Entries taken from a collection:
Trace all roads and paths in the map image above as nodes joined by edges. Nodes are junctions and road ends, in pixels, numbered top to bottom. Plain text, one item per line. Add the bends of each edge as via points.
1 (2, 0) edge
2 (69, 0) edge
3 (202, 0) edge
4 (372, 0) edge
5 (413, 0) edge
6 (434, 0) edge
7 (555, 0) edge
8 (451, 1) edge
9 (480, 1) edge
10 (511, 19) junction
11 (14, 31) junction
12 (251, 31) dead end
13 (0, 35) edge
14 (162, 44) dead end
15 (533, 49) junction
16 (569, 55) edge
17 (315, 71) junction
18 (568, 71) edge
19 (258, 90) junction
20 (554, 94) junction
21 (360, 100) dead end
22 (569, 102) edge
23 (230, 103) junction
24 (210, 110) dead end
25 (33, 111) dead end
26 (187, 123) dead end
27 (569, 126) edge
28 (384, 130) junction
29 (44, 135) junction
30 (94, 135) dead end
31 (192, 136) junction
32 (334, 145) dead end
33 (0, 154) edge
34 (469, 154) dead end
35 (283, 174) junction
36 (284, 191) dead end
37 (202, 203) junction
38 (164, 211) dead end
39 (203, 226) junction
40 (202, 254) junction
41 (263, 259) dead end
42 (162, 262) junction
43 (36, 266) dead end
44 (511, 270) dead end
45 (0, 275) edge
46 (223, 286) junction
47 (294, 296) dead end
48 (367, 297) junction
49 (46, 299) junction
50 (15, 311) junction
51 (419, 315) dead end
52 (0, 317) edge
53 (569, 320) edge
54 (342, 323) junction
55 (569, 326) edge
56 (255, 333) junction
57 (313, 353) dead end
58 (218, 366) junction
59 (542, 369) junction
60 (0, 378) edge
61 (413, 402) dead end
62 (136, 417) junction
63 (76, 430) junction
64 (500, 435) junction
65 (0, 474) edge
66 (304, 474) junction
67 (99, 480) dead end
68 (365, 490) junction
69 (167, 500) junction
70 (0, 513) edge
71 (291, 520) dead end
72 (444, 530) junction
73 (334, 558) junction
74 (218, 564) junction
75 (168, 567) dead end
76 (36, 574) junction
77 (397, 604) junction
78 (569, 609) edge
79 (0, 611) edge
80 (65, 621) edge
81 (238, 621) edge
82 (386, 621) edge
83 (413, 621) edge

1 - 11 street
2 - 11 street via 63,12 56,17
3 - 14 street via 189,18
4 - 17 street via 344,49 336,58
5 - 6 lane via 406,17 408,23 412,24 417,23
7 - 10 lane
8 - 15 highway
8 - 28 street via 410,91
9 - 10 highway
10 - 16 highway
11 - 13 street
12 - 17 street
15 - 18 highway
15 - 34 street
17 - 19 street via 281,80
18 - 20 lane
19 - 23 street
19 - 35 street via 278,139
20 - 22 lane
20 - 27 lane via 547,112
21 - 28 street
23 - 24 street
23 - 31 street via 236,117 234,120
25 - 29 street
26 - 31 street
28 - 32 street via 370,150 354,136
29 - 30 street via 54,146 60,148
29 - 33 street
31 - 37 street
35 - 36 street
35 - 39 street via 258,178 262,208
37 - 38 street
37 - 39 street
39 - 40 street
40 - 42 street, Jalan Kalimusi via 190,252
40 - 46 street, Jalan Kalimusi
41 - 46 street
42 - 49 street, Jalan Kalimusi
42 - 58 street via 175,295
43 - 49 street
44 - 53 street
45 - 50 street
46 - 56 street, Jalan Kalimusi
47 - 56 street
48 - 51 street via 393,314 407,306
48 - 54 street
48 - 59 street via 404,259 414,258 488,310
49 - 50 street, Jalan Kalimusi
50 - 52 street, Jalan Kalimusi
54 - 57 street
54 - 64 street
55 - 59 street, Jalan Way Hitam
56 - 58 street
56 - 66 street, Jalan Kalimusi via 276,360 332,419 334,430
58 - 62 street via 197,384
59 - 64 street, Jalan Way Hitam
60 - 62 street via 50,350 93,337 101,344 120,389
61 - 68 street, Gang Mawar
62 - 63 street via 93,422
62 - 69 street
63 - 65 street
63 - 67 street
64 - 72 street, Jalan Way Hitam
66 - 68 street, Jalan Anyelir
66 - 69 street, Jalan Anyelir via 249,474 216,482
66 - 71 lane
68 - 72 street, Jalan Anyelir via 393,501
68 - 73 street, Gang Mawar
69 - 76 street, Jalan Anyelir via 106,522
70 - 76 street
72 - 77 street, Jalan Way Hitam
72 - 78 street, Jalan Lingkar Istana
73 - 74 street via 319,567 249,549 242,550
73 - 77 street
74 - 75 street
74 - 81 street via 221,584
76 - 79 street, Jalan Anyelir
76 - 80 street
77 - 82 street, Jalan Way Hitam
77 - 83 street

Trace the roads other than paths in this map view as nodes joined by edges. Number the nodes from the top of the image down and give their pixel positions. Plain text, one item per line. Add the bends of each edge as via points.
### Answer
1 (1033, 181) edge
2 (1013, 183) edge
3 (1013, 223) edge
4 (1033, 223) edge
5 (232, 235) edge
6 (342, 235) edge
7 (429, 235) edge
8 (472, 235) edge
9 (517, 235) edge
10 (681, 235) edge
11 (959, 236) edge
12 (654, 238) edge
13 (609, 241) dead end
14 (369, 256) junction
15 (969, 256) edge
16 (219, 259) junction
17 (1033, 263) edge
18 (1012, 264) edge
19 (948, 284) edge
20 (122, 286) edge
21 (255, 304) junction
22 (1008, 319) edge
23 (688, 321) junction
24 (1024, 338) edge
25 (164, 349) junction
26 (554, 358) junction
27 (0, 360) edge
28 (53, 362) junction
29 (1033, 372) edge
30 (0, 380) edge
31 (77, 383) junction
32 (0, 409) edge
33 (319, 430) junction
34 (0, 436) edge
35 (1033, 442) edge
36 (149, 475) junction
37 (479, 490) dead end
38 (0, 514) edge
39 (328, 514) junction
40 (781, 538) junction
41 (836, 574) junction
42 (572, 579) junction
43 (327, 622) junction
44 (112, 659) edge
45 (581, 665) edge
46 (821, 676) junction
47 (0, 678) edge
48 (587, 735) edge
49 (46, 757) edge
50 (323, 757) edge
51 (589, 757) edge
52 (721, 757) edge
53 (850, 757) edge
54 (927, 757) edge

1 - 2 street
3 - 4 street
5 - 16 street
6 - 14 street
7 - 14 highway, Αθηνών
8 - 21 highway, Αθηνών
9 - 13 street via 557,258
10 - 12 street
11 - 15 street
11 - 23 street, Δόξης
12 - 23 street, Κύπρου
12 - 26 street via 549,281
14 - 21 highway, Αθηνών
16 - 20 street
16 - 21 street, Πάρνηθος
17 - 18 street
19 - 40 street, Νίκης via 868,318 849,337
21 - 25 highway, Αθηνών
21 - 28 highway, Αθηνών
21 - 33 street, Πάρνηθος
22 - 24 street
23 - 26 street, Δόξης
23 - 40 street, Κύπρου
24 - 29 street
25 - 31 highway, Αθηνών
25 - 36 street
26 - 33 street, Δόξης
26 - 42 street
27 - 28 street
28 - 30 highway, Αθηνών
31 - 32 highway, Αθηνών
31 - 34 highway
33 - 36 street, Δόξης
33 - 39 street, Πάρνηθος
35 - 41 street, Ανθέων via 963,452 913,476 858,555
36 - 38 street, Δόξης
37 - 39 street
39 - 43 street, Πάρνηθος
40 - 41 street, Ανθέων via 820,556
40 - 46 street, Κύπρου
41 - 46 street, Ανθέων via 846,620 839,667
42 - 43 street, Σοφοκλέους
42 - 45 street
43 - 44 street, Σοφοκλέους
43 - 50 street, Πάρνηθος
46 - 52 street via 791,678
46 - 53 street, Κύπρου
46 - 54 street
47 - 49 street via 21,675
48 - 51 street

==

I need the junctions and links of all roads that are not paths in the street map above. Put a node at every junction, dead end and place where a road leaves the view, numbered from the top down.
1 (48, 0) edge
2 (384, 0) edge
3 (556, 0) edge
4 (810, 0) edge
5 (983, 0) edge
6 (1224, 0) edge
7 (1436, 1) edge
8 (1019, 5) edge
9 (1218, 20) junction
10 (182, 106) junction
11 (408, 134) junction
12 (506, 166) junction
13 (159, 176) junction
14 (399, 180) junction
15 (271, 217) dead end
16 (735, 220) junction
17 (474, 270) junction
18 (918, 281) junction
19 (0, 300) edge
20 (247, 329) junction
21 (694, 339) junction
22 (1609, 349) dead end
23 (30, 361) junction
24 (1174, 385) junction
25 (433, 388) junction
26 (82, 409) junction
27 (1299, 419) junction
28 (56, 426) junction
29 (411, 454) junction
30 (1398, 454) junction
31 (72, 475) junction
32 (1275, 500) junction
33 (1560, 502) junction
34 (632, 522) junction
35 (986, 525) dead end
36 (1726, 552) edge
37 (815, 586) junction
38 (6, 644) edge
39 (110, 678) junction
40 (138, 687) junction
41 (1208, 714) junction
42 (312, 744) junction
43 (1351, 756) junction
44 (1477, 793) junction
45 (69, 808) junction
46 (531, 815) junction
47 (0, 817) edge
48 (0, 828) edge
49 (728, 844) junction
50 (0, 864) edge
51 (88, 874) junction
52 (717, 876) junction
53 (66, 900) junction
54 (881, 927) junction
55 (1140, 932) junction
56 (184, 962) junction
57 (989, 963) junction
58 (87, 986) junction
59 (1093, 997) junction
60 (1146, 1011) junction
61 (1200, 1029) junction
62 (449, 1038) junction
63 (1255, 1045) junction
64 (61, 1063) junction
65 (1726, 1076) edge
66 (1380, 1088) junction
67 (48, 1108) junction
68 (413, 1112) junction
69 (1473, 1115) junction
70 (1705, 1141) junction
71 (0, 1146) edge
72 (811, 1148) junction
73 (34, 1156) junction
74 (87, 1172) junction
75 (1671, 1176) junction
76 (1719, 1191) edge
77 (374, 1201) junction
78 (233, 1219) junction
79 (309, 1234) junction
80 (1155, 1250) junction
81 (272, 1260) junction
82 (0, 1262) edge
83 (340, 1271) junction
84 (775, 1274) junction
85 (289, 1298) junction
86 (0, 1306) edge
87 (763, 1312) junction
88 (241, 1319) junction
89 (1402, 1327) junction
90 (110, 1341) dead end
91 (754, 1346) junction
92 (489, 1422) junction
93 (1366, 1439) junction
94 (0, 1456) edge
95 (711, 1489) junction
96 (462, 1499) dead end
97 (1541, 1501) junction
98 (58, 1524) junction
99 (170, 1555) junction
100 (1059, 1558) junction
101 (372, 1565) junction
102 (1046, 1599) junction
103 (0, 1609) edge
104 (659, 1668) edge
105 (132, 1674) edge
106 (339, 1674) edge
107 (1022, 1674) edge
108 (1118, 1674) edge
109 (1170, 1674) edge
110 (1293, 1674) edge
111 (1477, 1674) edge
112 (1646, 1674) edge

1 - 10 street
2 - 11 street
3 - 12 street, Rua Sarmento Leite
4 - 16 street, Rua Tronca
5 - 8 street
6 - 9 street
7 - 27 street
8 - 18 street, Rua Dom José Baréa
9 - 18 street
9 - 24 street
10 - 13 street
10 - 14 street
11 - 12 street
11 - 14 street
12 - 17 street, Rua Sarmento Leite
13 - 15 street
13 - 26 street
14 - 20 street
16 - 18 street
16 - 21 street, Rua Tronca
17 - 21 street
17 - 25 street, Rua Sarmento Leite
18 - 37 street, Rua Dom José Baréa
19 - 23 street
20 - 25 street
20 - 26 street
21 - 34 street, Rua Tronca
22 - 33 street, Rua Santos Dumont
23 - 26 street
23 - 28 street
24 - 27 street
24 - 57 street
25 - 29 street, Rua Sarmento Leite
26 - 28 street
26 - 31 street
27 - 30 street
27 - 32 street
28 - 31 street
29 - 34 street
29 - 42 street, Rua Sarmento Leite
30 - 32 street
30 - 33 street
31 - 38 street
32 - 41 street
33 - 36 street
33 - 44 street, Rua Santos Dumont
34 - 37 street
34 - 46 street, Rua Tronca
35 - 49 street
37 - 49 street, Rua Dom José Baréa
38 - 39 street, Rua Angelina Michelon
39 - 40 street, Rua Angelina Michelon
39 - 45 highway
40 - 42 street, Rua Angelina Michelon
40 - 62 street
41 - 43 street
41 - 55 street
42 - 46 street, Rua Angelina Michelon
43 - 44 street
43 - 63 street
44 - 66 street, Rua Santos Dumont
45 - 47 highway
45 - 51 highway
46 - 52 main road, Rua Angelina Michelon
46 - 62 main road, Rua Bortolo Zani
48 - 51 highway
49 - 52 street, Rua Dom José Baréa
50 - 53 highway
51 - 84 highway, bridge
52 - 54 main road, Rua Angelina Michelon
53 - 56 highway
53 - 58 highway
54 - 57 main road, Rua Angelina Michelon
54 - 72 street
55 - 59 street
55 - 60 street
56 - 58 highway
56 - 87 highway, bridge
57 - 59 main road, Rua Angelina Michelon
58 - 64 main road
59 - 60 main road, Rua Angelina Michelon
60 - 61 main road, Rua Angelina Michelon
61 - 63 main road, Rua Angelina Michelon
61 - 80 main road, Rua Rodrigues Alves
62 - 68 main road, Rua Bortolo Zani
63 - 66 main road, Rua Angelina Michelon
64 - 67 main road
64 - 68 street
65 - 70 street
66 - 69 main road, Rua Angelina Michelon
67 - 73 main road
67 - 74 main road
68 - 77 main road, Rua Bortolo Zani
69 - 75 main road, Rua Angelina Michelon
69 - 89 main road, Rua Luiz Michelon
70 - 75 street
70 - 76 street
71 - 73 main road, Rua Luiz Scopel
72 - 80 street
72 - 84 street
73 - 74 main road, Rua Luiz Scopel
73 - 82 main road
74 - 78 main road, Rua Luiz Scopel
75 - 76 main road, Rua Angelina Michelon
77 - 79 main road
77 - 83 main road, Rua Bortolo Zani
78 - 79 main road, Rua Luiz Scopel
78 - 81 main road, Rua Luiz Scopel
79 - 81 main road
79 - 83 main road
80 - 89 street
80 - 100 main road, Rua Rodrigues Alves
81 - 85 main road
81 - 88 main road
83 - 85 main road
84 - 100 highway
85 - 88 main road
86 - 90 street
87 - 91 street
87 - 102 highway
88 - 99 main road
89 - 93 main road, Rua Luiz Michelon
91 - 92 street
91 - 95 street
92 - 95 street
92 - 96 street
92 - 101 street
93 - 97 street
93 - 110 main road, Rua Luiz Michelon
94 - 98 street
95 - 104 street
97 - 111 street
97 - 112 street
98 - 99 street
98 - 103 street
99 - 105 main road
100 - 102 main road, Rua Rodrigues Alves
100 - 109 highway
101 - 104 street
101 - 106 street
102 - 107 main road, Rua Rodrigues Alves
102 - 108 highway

--

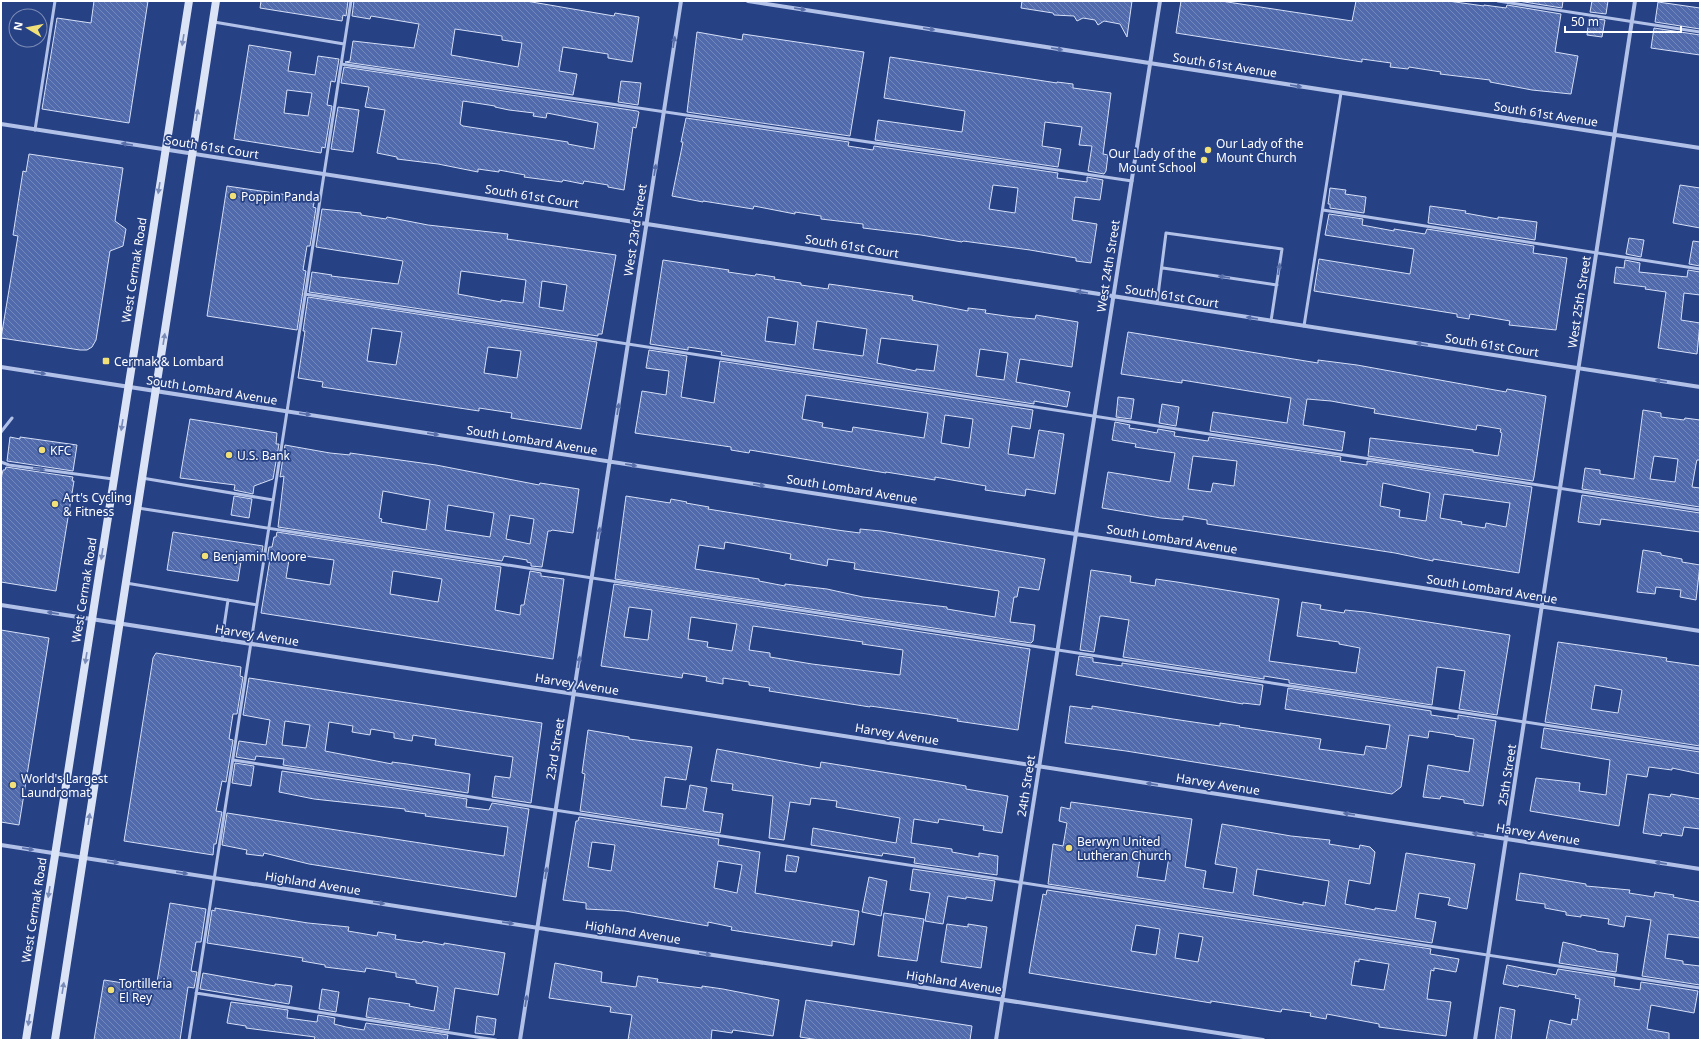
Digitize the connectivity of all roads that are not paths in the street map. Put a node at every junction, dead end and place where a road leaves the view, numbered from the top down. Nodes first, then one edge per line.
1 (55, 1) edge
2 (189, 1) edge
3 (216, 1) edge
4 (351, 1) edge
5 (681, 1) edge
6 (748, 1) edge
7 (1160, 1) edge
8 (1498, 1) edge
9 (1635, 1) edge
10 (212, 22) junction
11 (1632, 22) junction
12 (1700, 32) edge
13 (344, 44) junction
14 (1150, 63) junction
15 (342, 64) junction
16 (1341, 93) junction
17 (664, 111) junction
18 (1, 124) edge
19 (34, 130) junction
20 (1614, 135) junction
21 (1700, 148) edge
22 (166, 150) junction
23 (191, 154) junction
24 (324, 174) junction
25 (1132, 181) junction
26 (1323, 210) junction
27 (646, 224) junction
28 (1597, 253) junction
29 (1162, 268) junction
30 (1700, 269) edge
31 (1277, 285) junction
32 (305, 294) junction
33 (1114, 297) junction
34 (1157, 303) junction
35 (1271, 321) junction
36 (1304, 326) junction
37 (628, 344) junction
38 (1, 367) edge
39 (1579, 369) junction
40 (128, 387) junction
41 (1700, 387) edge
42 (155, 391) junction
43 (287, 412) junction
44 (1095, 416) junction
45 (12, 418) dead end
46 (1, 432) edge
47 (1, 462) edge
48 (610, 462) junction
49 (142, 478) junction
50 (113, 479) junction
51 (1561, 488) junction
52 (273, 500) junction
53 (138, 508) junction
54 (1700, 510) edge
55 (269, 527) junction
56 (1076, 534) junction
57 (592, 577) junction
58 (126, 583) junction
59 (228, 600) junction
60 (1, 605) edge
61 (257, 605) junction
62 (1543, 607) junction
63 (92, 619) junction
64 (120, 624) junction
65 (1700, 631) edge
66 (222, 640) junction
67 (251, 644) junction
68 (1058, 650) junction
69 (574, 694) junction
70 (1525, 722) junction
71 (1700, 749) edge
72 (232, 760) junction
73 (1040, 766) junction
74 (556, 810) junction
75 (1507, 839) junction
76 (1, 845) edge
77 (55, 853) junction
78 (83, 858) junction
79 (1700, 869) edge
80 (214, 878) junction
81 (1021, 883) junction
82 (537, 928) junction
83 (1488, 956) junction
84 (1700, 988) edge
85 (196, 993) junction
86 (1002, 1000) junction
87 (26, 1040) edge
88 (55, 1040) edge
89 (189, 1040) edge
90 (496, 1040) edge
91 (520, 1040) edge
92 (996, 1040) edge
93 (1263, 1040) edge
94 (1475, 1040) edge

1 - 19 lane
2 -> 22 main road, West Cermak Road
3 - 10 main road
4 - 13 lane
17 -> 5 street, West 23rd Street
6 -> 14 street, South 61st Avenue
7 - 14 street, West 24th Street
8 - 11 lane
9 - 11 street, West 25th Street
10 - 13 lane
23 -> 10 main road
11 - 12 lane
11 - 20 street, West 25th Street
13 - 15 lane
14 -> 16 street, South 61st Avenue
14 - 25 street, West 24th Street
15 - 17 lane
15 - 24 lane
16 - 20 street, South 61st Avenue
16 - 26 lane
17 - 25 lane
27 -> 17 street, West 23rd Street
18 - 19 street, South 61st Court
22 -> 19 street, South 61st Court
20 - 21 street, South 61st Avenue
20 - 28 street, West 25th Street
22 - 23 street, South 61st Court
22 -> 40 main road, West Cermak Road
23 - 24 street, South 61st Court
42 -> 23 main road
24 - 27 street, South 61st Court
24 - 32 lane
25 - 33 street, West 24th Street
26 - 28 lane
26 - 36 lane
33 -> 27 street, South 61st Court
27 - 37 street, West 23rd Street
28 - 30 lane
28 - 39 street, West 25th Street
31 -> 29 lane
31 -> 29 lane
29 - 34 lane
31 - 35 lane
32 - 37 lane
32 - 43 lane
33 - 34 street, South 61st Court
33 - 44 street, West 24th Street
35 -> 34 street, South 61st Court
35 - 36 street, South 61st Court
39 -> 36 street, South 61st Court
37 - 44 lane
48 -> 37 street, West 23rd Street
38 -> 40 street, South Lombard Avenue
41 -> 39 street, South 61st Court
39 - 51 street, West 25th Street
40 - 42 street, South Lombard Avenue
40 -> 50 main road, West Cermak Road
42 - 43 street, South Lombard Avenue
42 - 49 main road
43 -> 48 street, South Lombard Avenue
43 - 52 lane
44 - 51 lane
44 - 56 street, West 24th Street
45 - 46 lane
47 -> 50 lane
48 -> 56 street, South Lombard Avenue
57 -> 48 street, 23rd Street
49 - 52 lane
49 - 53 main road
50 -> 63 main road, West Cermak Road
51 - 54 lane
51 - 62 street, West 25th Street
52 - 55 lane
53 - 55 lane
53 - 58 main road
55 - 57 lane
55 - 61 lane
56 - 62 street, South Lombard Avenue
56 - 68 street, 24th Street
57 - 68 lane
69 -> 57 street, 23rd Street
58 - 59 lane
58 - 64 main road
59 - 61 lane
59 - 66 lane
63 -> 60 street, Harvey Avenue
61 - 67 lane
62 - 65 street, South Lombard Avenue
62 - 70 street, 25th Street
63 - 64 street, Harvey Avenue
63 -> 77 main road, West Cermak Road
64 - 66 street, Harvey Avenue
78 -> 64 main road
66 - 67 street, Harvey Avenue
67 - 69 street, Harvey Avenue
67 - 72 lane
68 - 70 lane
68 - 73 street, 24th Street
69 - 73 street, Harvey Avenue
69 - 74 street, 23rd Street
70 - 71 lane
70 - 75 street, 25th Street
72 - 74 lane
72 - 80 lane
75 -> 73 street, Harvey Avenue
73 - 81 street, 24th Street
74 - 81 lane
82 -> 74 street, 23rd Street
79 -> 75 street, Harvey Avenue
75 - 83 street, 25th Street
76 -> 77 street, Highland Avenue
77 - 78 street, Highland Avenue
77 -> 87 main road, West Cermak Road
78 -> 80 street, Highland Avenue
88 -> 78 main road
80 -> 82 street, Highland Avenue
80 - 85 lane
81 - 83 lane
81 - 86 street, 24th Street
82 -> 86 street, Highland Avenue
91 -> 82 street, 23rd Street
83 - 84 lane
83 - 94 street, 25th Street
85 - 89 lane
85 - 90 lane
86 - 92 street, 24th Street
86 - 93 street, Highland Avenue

§ YOUR GOAL: Go through the entries above and copy out every line that includes the word "José".

§ RESULT OF THE TASK:
8 - 18 street, Rua Dom José Baréa
18 - 37 street, Rua Dom José Baréa
37 - 49 street, Rua Dom José Baréa
49 - 52 street, Rua Dom José Baréa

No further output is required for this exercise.